The draft genome of strain SH is approximately 2.9 Mb in size, distributed in 65 contigs with an average G+C content of 54.3%. Of 2,978 genes, 2,844 were predicted to be protein-coding genes and 52 were RNA genes. RNA genes partitioned into one 5S-16S-23S rRNA operon and 45 tRNAs. Genome analyses showed the presence of genes for carboxysome and carbon dioxide fixation via the Calvin-Benson-Bassham cycle. The following genes for RISC metabolism were found: two gene clusters encoding the sulfur oxidation complex SOX (soxYZB-hyp-resB-soxXA and soxXYZA-hyp-soxB), a tetrathionate hydrolase gene (tetH), two thiosulfate quinone oxidoreductase genes (doxD), and a sulfide quinone reductase gene (sqr). These genes were previously identified in Acidithiobacillus caldus (7), A. thiooxidans (8, 9), and A. albertensis (10). Although strain SH has been identified as A. thiooxidans based on the sequence similarity (99.3%) with the 16S rRNA gene of A. thiooxidans ATCC 19377 (4), the average nucleotide identity displayed a low degree of similarity (82.3%) with the genome of A. thiooxidans ATCC 19377. Therefore, we use the undefined species organism name, Acidithiobacillus sp. strain SH, for this genome until this genome can be better evaluated.

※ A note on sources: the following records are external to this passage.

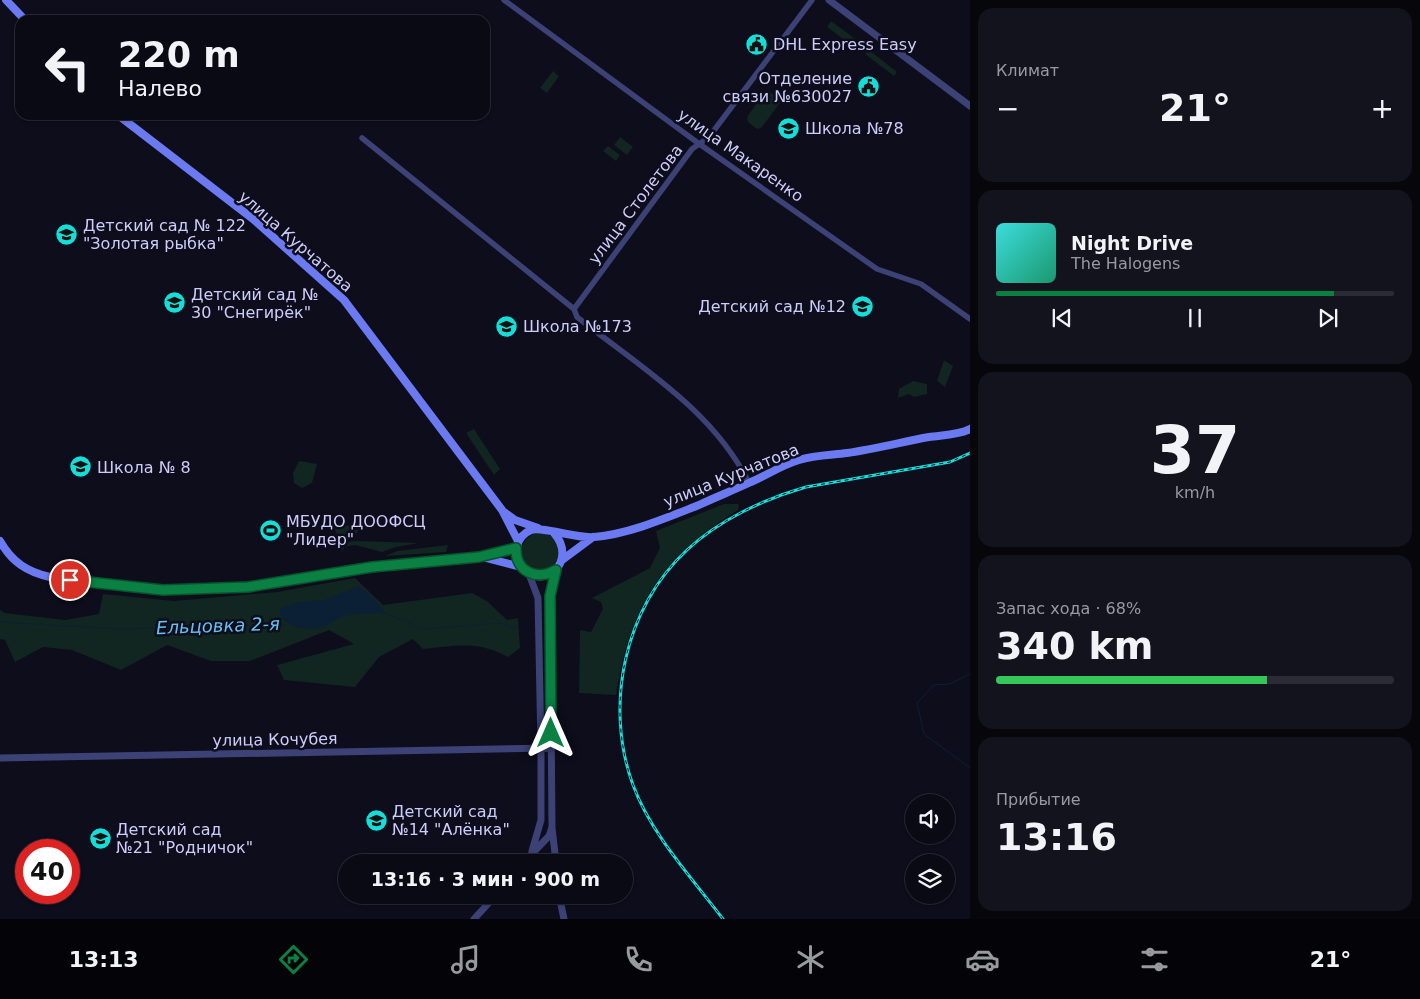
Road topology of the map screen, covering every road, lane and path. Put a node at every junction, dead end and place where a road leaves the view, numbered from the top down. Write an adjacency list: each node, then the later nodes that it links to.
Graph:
1 (6, 0): 5 (main road)
2 (504, 0): 9 (street, улица Макаренко)
3 (812, 0): 9 (street, улица Столетова)
4 (829, 0): 6 (street)
5 (20, 15)
6 (970, 106)
7 (125, 120): 14 (main road, улица Курчатова)
8 (362, 138): 10 (street)
9 (698, 143): 10 (street, улица Столетова); 11 (street, улица Макаренко)
10 (574, 309): 13 (street)
11 (970, 319)
12 (970, 429): 13 (main road, улица Курчатова)
13 (749, 483): 17 (main road, улица Курчатова)
14 (502, 510): 15 (main road); 19 (main road)
15 (540, 528): 16 (main road); 19 (main road)
16 (554, 533): 17 (main road, улица Курчатова); 21 (main road)
17 (593, 538): 21 (main road, улица Курчатова)
18 (0, 541): 20 (main road)
19 (517, 545): 20 (main road); 22 (main road)
20 (479, 557): 22 (main road)
21 (562, 560): 23 (main road)
22 (521, 566): 24 (main road)
23 (556, 570): 24 (main road); 26 (street)
24 (529, 574): 25 (street)
25 (542, 748): 26 (street, улица Кочубея); 27 (street, улица Кочубея); 29 (street)
26 (551, 748): 28 (street)
27 (0, 758)
28 (552, 827): 29 (street); 30 (street)
29 (531, 854)
30 (555, 854)
31 (488, 904): 33 (street)
32 (561, 904): 34 (street)
33 (474, 919)
34 (564, 919)

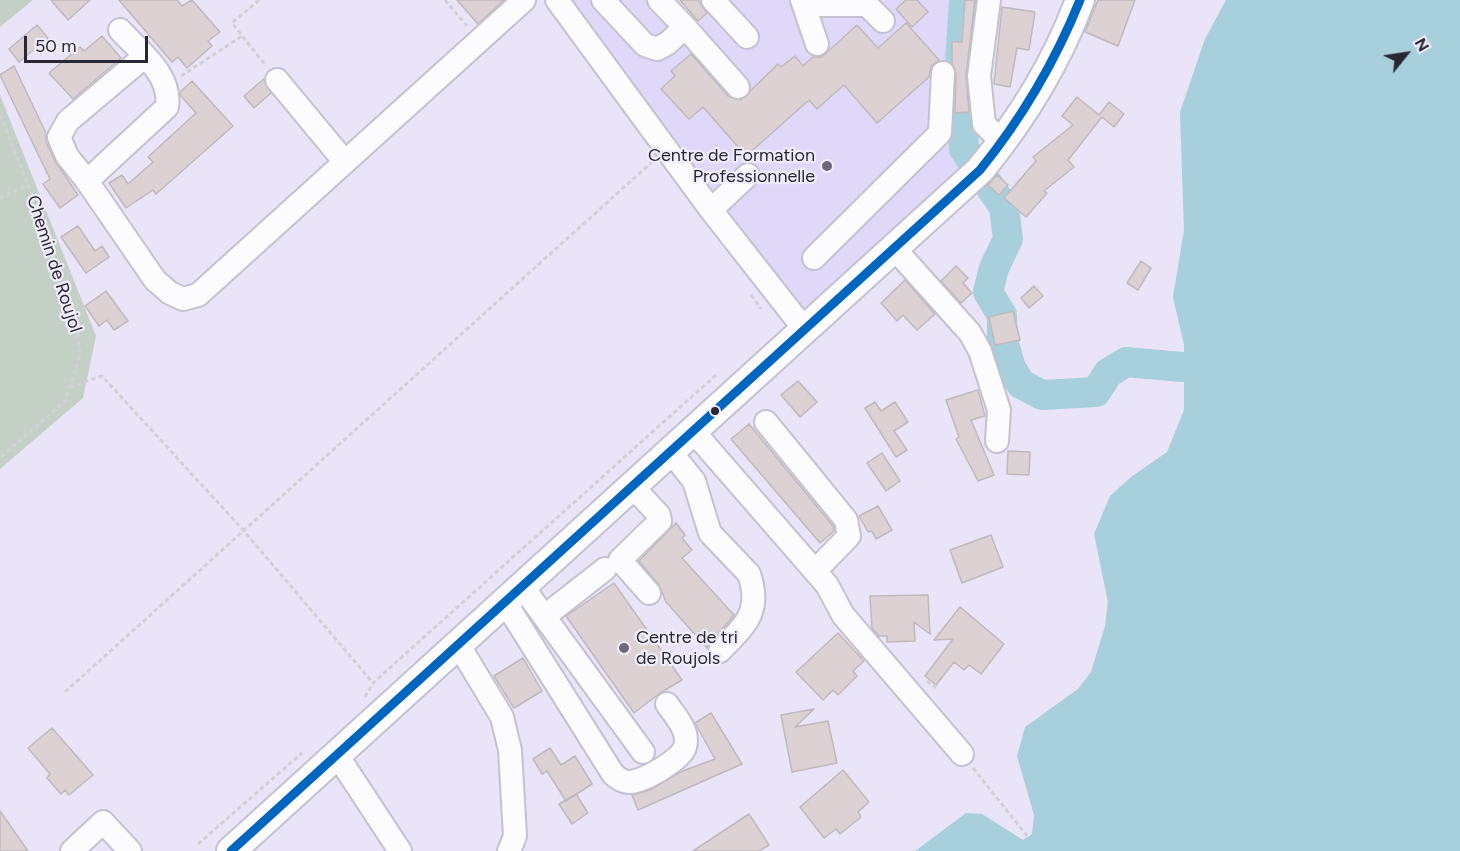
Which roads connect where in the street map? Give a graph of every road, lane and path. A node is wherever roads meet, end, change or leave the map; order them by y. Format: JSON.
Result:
{"nodes":[{"id":1,"x":259,"y":0,"type":"edge"},
{"id":2,"x":445,"y":0,"type":"edge"},
{"id":3,"x":524,"y":0,"type":"edge"},
{"id":4,"x":556,"y":0,"type":"edge"},
{"id":5,"x":603,"y":0,"type":"edge"},
{"id":6,"x":659,"y":0,"type":"edge"},
{"id":7,"x":713,"y":0,"type":"edge"},
{"id":8,"x":989,"y":0,"type":"edge"},
{"id":9,"x":1080,"y":0,"type":"edge"},
{"id":10,"x":803,"y":3,"type":"edge"},
{"id":11,"x":883,"y":21,"type":"dead end"},
{"id":12,"x":685,"y":27,"type":"junction"},
{"id":13,"x":120,"y":30,"type":"dead end"},
{"id":14,"x":242,"y":36,"type":"junction"},
{"id":15,"x":747,"y":37,"type":"dead end"},
{"id":16,"x":479,"y":40,"type":"junction"},
{"id":17,"x":817,"y":44,"type":"dead end"},
{"id":18,"x":144,"y":57,"type":"junction"},
{"id":19,"x":943,"y":73,"type":"dead end"},
{"id":20,"x":277,"y":80,"type":"joint"},
{"id":21,"x":166,"y":87,"type":"junction"},
{"id":22,"x":738,"y":87,"type":"dead end"},
{"id":23,"x":0,"y":115,"type":"edge"},
{"id":24,"x":1002,"y":142,"type":"junction"},
{"id":25,"x":345,"y":162,"type":"junction"},
{"id":26,"x":652,"y":162,"type":"dead end"},
{"id":27,"x":748,"y":175,"type":"dead end"},
{"id":28,"x":87,"y":181,"type":"junction"},
{"id":29,"x":28,"y":185,"type":"junction"},
{"id":30,"x":0,"y":198,"type":"edge"},
{"id":31,"x":711,"y":210,"type":"junction"},
{"id":32,"x":894,"y":248,"type":"junction"},
{"id":33,"x":814,"y":258,"type":"dead end"},
{"id":34,"x":805,"y":330,"type":"junction"},
{"id":35,"x":717,"y":374,"type":"dead end"},
{"id":36,"x":70,"y":387,"type":"junction"},
{"id":37,"x":766,"y":422,"type":"dead end"},
{"id":38,"x":693,"y":430,"type":"junction"},
{"id":39,"x":997,"y":441,"type":"dead end"},
{"id":40,"x":670,"y":452,"type":"junction"},
{"id":41,"x":0,"y":458,"type":"edge"},
{"id":42,"x":632,"y":486,"type":"junction"},
{"id":43,"x":244,"y":531,"type":"junction"},
{"id":44,"x":605,"y":569,"type":"dead end"},
{"id":45,"x":815,"y":571,"type":"junction"},
{"id":46,"x":649,"y":592,"type":"dead end"},
{"id":47,"x":514,"y":594,"type":"junction"},
{"id":48,"x":545,"y":616,"type":"junction"},
{"id":49,"x":458,"y":644,"type":"junction"},
{"id":50,"x":720,"y":651,"type":"dead end"},
{"id":51,"x":373,"y":683,"type":"junction"},
{"id":52,"x":65,"y":692,"type":"dead end"},
{"id":53,"x":363,"y":701,"type":"dead end"},
{"id":54,"x":667,"y":704,"type":"dead end"},
{"id":55,"x":324,"y":750,"type":"junction"},
{"id":56,"x":643,"y":752,"type":"dead end"},
{"id":57,"x":962,"y":754,"type":"joint"},
{"id":58,"x":1028,"y":837,"type":"dead end"},
{"id":59,"x":198,"y":844,"type":"dead end"},
{"id":60,"x":72,"y":851,"type":"edge"},
{"id":61,"x":130,"y":851,"type":"edge"},
{"id":62,"x":231,"y":851,"type":"edge"},
{"id":63,"x":400,"y":851,"type":"edge"},
{"id":64,"x":509,"y":851,"type":"edge"}],
"edges":[{"from":1,"to":14,"type":"path"},
{"from":2,"to":16,"type":"path"},
{"from":3,"to":16,"type":"street"},
{"from":4,"to":31,"type":"street"},
{"from":5,"to":12,"type":"street"},
{"from":6,"to":12,"type":"street"},
{"from":7,"to":15,"type":"street"},
{"from":8,"to":24,"type":"street"},
{"from":9,"to":24,"type":"main road"},
{"from":10,"to":11,"type":"street"},
{"from":10,"to":17,"type":"street"},
{"from":12,"to":22,"type":"street"},
{"from":13,"to":18,"type":"street"},
{"from":14,"to":20,"type":"path"},
{"from":14,"to":21,"type":"path"},
{"from":16,"to":25,"type":"street"},
{"from":18,"to":21,"type":"street"},
{"from":18,"to":28,"type":"street"},
{"from":19,"to":33,"type":"street"},
{"from":20,"to":25,"type":"street"},
{"from":21,"to":28,"type":"street"},
{"from":23,"to":29,"type":"path","name":"Chemin de Roujol"},
{"from":24,"to":32,"type":"main road"},
{"from":25,"to":28,"type":"street"},
{"from":26,"to":43,"type":"path"},
{"from":27,"to":31,"type":"street"},
{"from":29,"to":30,"type":"path"},
{"from":29,"to":36,"type":"path","name":"Chemin de Roujol"},
{"from":31,"to":34,"type":"street"},
{"from":32,"to":34,"type":"main road"},
{"from":32,"to":39,"type":"street"},
{"from":34,"to":38,"type":"main road"},
{"from":35,"to":51,"type":"path"},
{"from":36,"to":41,"type":"path","name":"Chemin de Roujol"},
{"from":36,"to":43,"type":"path"},
{"from":37,"to":45,"type":"street"},
{"from":38,"to":40,"type":"main road"},
{"from":38,"to":45,"type":"street"},
{"from":40,"to":42,"type":"main road"},
{"from":40,"to":50,"type":"street"},
{"from":42,"to":46,"type":"street"},
{"from":42,"to":47,"type":"main road"},
{"from":43,"to":51,"type":"path"},
{"from":43,"to":52,"type":"path"},
{"from":44,"to":48,"type":"street"},
{"from":45,"to":57,"type":"street"},
{"from":47,"to":48,"type":"street"},
{"from":47,"to":49,"type":"main road"},
{"from":47,"to":54,"type":"street"},
{"from":48,"to":56,"type":"street"},
{"from":49,"to":55,"type":"main road"},
{"from":49,"to":64,"type":"street"},
{"from":51,"to":53,"type":"path"},
{"from":55,"to":59,"type":"path"},
{"from":55,"to":62,"type":"main road"},
{"from":55,"to":63,"type":"street"},
{"from":57,"to":58,"type":"path"},
{"from":60,"to":61,"type":"street"}]}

The draft genome sequence of strain SH enabled us to determine a gene encoding the noble TQO, providing further insights into the genomic diversity of members of the genus Acidithiobacillus, and contributes to a better understanding of the mechanism for RISC metabolism in sulfur-oxidizing prokaryotes.
Accession number(s).
This whole-genome shotgun project has been deposited at DDBJ/ENA/GenBank under the accession number MXAV00000000. The version described in this paper is the first version, MXAV01000000.
ACKNOWLEDGMENT
This work was supported by JSPS KAKENHI grant number 16K08112.
Footnotes
Citation Kamimura K, Sharmin S, Yoshino E, Tokuhisa M, Kanao T. 2018. Draft genome sequence of Acidithiobacillus sp. strain SH, a marine acidophilic sulfur-oxidizing bacterium. Genome Announc 6:e01603-17. https://doi.org/10.1128/genomeA.01603-17.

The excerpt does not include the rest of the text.